Unfortunately her loss of job scuttles our ability at the present moment to afford an apartment for her to move out to. She appears also unwilling to move out at all. I'd like any advice on this, since I can't physically eject her.


If she continues her R with OM, than this is not your problem. It is a problem SHE has to solve - how SHE is going to afford to live on her own.

Yes, you are obligated to provide spousal support IF your income is larger than hers. For this it is income Potential (based on her historical earnings and training level) that matters, not the fact that she just lost her job.

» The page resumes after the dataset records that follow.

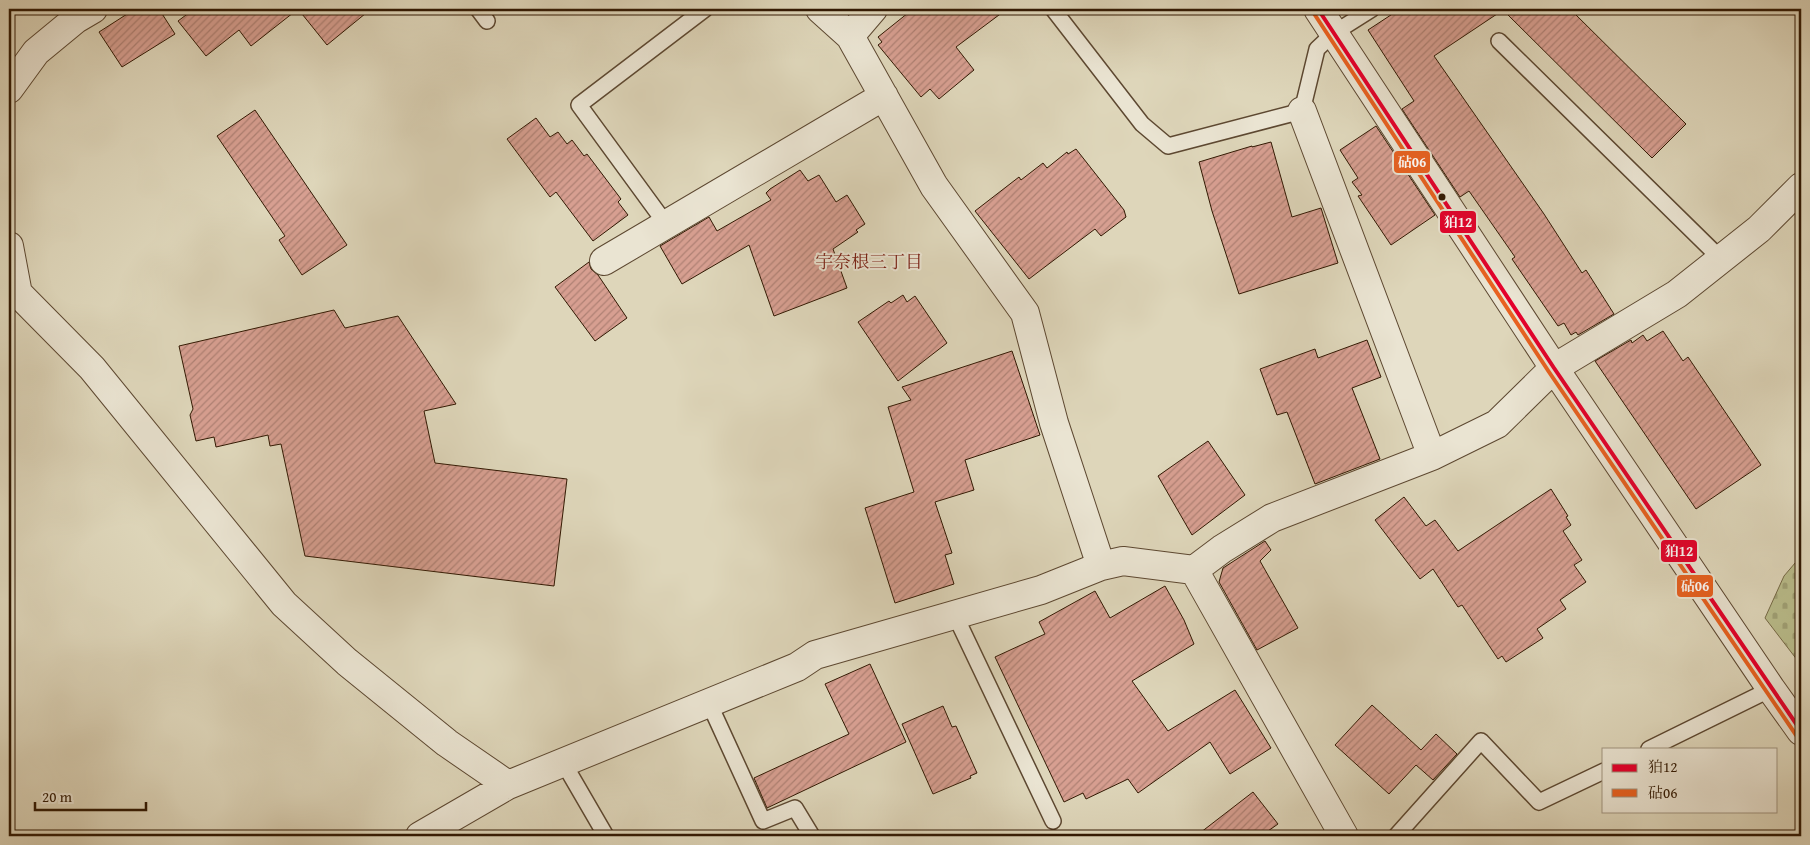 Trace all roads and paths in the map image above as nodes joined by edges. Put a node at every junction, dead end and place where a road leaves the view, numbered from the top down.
1 (705, 9) edge
2 (820, 9) edge
3 (873, 9) edge
4 (1053, 9) edge
5 (1318, 9) edge
6 (1372, 9) edge
7 (74, 12) edge
8 (1334, 33) junction
9 (850, 36) junction
10 (1499, 41) dead end
11 (9, 88) edge
12 (884, 96) junction
13 (1302, 111) junction
14 (1801, 186) edge
15 (666, 224) junction
16 (9, 246) edge
17 (1721, 258) junction
18 (604, 261) dead end
19 (13, 289) edge
20 (1554, 368) junction
21 (1432, 456) junction
22 (1101, 566) junction
23 (1194, 570) junction
24 (955, 615) junction
25 (1771, 689) junction
26 (709, 703) junction
27 (1801, 731) edge
28 (1650, 748) edge
29 (563, 762) junction
30 (1602, 772) edge
31 (508, 785) junction
32 (1053, 821) dead end
33 (420, 836) edge
34 (606, 836) edge
35 (812, 836) edge
36 (1344, 836) edge
37 (1396, 836) edge

1 - 15 lane
2 - 9 street
3 - 9 street
4 - 13 lane
5 - 8 street
6 - 8 lane
7 - 11 street
8 - 13 lane
8 - 20 street
9 - 12 street
10 - 17 lane
12 - 15 street
12 - 22 street
13 - 21 street
14 - 17 street
15 - 18 street
16 - 19 street
17 - 20 street
19 - 31 street
20 - 21 street
20 - 25 street
21 - 23 street
22 - 23 street
22 - 24 street
23 - 36 street
24 - 26 street
24 - 32 lane
25 - 27 street
25 - 28 lane
26 - 29 street
26 - 35 lane
29 - 31 street
29 - 34 lane
30 - 37 lane
31 - 33 street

It is not "punishing" her, as you expressed in an earlier post. It is just enforcing boundaries and consequences. "You can not be with him and be married to me at the same time" - mutual support, shared finances, living together, etc are a part of being "Married", therefore she has to choose. Cake eating (staying married but having contact with OM on the side) is NOT an option.

I don't think you have to physically eject her, but you have to be clear on the consequences, AND you have to be prepared to follow through.

Consequences are those things that are directly linked to her moving out and being independent: Separate bank accounts, separate credit cards, discussing and deciding how you will handle the current house / apartment (If she leaves, and you don't have her income AND you have to provide spousal support at the usual levels, will you have to move from where you are now? ), division of the china, silver, etc etc.

Last edited by Thinker; 09/14/09 05:25 PM.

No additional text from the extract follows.